Development of mathematical model to optimize utility network within an industrial complex

Abstract

The economical and environmental performance of utility system is an important issue because of its central role in industrial activities. Recently, many companies have been trying to reduce energy consumption due to the high oil price. Moreover, several environmental regulations such as Kyoto Protocol impose significant restriction on companies’ productivity. Especially in chemical or petrochemical industries which consume huge amount of energy, there have been many attempts to optimize utility network. However, optimization of an individual utility system seems to have very few chances to be improved. Although there are a few utility networks between subsidiary companies, there still remain significant energy saving opportunities in the whole industrial complex point of view. In chapter 2, we suggested a useful mathematical tool, Steam Networking Matrices (SNMs) which mean source and sink companies’ matrices including steam connection information.

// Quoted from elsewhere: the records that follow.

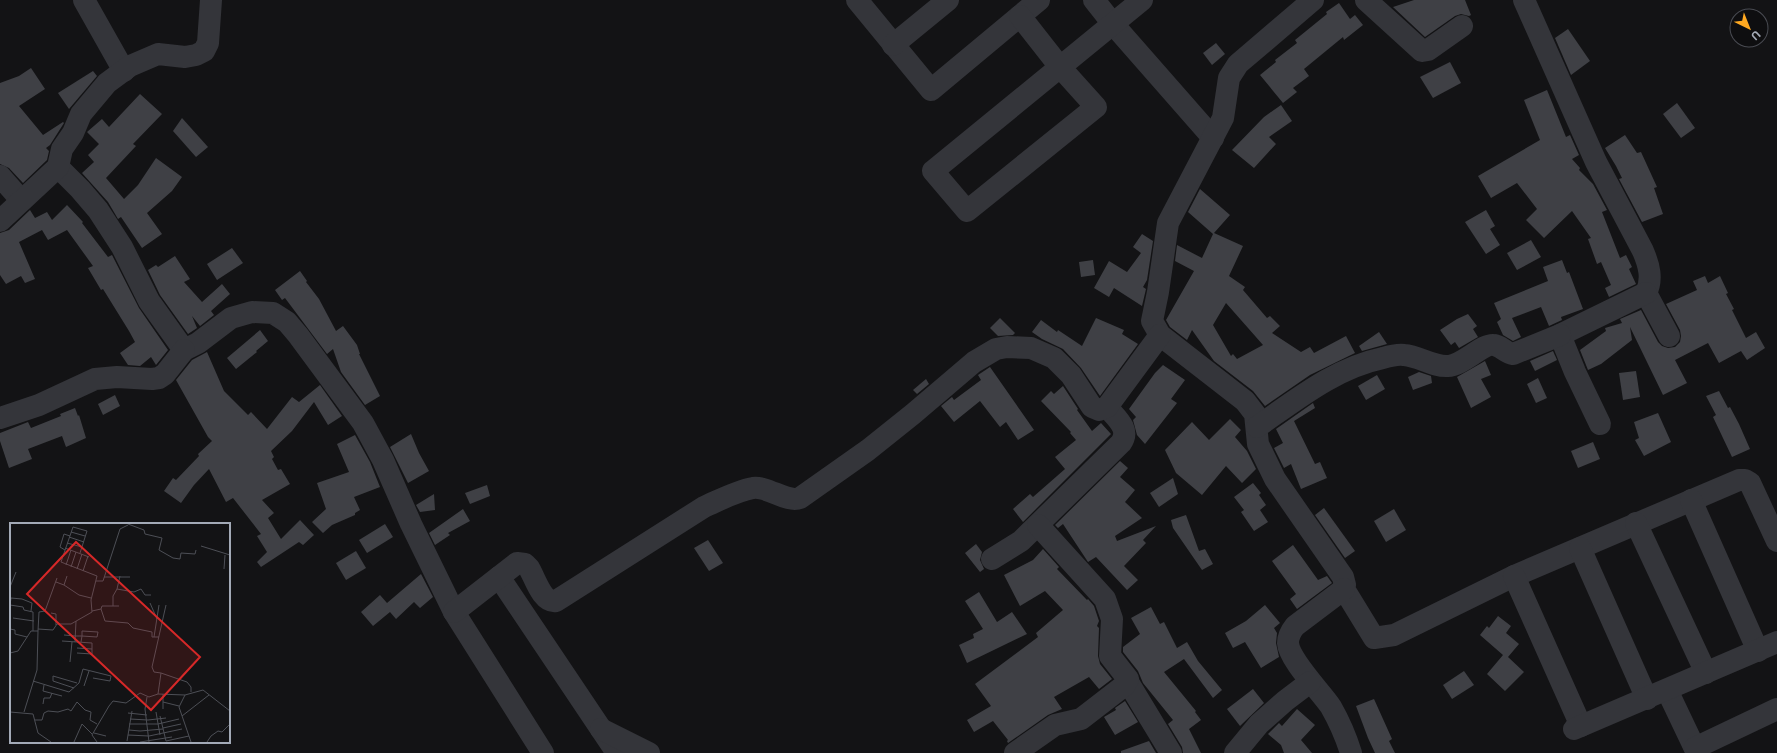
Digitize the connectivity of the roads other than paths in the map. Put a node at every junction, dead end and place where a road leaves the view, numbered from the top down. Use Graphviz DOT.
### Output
graph roads {
  1 [pos="84,0"];
  2 [pos="211,0"];
  3 [pos="857,0"];
  4 [pos="948,0"];
  5 [pos="1039,0"];
  6 [pos="1094,0"];
  7 [pos="1142,0"];
  8 [pos="1313,0"];
  9 [pos="1366,0"];
  10 [pos="1524,0"];
  11 [pos="1020,16"];
  12 [pos="1113,24"];
  13 [pos="1462,26"];
  14 [pos="892,45"];
  15 [pos="1060,67"];
  16 [pos="124,71"];
  17 [pos="1213,138"];
  18 [pos="58,167"];
  19 [pos="0,176"];
  20 [pos="22,200"];
  21 [pos="0,221"];
  22 [pos="1646,293"];
  23 [pos="1160,335"];
  24 [pos="1560,335"];
  25 [pos="1669,336"];
  26 [pos="184,350"];
  27 [pos="1107,407"];
  28 [pos="0,418"];
  29 [pos="1600,424"];
  30 [pos="1257,427"];
  31 [pos="1691,500"];
  32 [pos="1636,523"];
  33 [pos="1038,525"];
  34 [pos="1777,541"];
  35 [pos="1580,548"];
  36 [pos="992,559"];
  37 [pos="1514,576"];
  38 [pos="499,577"];
  39 [pos="1344,588"];
  40 [pos="454,612"];
  41 [pos="1768,647"];
  42 [pos="1706,673"];
  43 [pos="1128,682"];
  44 [pos="1310,682"];
  45 [pos="1667,690"];
  46 [pos="1647,698"];
  47 [pos="1777,709"];
  48 [pos="600,728"];
  49 [pos="1696,751"];
  50 [pos="543,753"];
  51 [pos="617,753"];
  52 [pos="649,753"];
  53 [pos="1015,753"];
  54 [pos="1171,753"];
  55 [pos="1235,753"];
  56 [pos="1351,753"];
  1 -- 16 [label="street"];
  2 -- 16 [label="street"];
  3 -- 14 [label="street"];
  4 -- 14 [label="street"];
  5 -- 11 [label="street"];
  6 -- 12 [label="street"];
  7 -- 12 [label="street"];
  8 -- 17 [label="street"];
  9 -- 13 [label="street"];
  10 -- 22 [label="street"];
  11 -- 14 [label="street"];
  11 -- 15 [label="street"];
  12 -- 15 [label="street"];
  12 -- 17 [label="street"];
  15 -- 15 [label="street"];
  16 -- 18 [label="street"];
  17 -- 23 [label="street"];
  18 -- 20 [label="street"];
  18 -- 26 [label="street"];
  19 -- 20 [label="street"];
  20 -- 21 [label="street"];
  22 -- 24 [label="street"];
  22 -- 25 [label="street"];
  23 -- 27 [label="street"];
  23 -- 30 [label="street"];
  24 -- 29 [label="street"];
  24 -- 30 [label="street"];
  26 -- 28 [label="street"];
  26 -- 40 [label="street"];
  27 -- 33 [label="street"];
  27 -- 38 [label="street"];
  30 -- 39 [label="street"];
  31 -- 32 [label="street"];
  31 -- 34 [label="street"];
  31 -- 41 [label="street"];
  32 -- 35 [label="street"];
  32 -- 42 [label="street"];
  33 -- 36 [label="street"];
  33 -- 43 [label="street"];
  35 -- 37 [label="street"];
  35 -- 46 [label="street"];
  37 -- 39 [label="street"];
  37 -- 46 [label="street"];
  38 -- 40 [label="street"];
  38 -- 48 [label="street"];
  39 -- 44 [label="street"];
  40 -- 50 [label="street"];
  41 -- 42 [label="street"];
  42 -- 45 [label="street"];
  43 -- 53 [label="street"];
  43 -- 54 [label="street"];
  44 -- 55 [label="street"];
  44 -- 56 [label="street"];
  45 -- 46 [label="street"];
  45 -- 49 [label="street"];
  47 -- 49 [label="street"];
  48 -- 51 [label="street"];
  48 -- 52 [label="street"];
}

Overall steam network can be easily represented by using the proposed tool. Illustrative example of steam network optimization shows that both total energy cost and $CO_2$ emissions of an industrial complex can be reduced by exchanging steam between source and sink companies. Although SNMs are intuitional tools which are able to express steam network information, it is difficult to model detail units or various utilities such as fuel or electricity. Therefore, we developed a novel mathematical model for optimization of utility network within an industrial complex. Chapter 3 consists of three sections. The first section is a unit modeling using thermodynamic principles, mass and energy balances and process data. The second section is a development of multi-period MILP model for the integration of different process systems. The last one is a comparative analysis of the optimization results. The approach was applied to the Yeosu industrial complex considering multi-period utility demands. The results show that not ...